» **Supplied data**
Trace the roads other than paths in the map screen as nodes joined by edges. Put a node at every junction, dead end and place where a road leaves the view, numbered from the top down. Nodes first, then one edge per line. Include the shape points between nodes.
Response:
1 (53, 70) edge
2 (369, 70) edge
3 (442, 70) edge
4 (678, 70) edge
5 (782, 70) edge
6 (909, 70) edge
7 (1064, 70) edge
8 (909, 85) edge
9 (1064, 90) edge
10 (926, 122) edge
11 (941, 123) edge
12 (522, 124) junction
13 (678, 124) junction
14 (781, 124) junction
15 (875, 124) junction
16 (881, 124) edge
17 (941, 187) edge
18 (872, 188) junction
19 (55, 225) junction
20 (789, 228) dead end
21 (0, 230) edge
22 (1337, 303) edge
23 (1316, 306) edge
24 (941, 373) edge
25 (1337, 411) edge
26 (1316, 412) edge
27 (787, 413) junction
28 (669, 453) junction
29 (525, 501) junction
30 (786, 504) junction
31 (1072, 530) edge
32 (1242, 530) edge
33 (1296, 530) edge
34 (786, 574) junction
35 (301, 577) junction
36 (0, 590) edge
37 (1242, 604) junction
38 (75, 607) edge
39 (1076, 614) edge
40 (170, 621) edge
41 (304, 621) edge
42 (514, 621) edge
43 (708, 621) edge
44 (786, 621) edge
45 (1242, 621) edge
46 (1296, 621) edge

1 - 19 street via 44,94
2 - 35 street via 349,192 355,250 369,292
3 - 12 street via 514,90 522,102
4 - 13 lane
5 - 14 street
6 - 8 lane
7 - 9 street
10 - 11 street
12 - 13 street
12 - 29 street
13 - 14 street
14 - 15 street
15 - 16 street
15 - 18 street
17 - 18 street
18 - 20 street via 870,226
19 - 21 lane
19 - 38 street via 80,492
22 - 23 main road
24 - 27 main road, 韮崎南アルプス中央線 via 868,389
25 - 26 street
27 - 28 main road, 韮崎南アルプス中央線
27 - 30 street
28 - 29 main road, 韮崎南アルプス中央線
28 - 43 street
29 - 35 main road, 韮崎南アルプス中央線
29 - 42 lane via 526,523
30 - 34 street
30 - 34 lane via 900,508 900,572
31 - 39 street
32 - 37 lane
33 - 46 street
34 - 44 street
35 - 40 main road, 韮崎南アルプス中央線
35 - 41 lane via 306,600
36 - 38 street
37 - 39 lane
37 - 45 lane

» **Required work**
Retype the whole listing without changing anything.

» **Exercise result**
Trace the roads other than paths in the map screen as nodes joined by edges. Put a node at every junction, dead end and place where a road leaves the view, numbered from the top down. Nodes first, then one edge per line. Include the shape points between nodes.
Response:
1 (53, 70) edge
2 (369, 70) edge
3 (442, 70) edge
4 (678, 70) edge
5 (782, 70) edge
6 (909, 70) edge
7 (1064, 70) edge
8 (909, 85) edge
9 (1064, 90) edge
10 (926, 122) edge
11 (941, 123) edge
12 (522, 124) junction
13 (678, 124) junction
14 (781, 124) junction
15 (875, 124) junction
16 (881, 124) edge
17 (941, 187) edge
18 (872, 188) junction
19 (55, 225) junction
20 (789, 228) dead end
21 (0, 230) edge
22 (1337, 303) edge
23 (1316, 306) edge
24 (941, 373) edge
25 (1337, 411) edge
26 (1316, 412) edge
27 (787, 413) junction
28 (669, 453) junction
29 (525, 501) junction
30 (786, 504) junction
31 (1072, 530) edge
32 (1242, 530) edge
33 (1296, 530) edge
34 (786, 574) junction
35 (301, 577) junction
36 (0, 590) edge
37 (1242, 604) junction
38 (75, 607) edge
39 (1076, 614) edge
40 (170, 621) edge
41 (304, 621) edge
42 (514, 621) edge
43 (708, 621) edge
44 (786, 621) edge
45 (1242, 621) edge
46 (1296, 621) edge

1 - 19 street via 44,94
2 - 35 street via 349,192 355,250 369,292
3 - 12 street via 514,90 522,102
4 - 13 lane
5 - 14 street
6 - 8 lane
7 - 9 street
10 - 11 street
12 - 13 street
12 - 29 street
13 - 14 street
14 - 15 street
15 - 16 street
15 - 18 street
17 - 18 street
18 - 20 street via 870,226
19 - 21 lane
19 - 38 street via 80,492
22 - 23 main road
24 - 27 main road, 韮崎南アルプス中央線 via 868,389
25 - 26 street
27 - 28 main road, 韮崎南アルプス中央線
27 - 30 street
28 - 29 main road, 韮崎南アルプス中央線
28 - 43 street
29 - 35 main road, 韮崎南アルプス中央線
29 - 42 lane via 526,523
30 - 34 street
30 - 34 lane via 900,508 900,572
31 - 39 street
32 - 37 lane
33 - 46 street
34 - 44 street
35 - 40 main road, 韮崎南アルプス中央線
35 - 41 lane via 306,600
36 - 38 street
37 - 39 lane
37 - 45 lane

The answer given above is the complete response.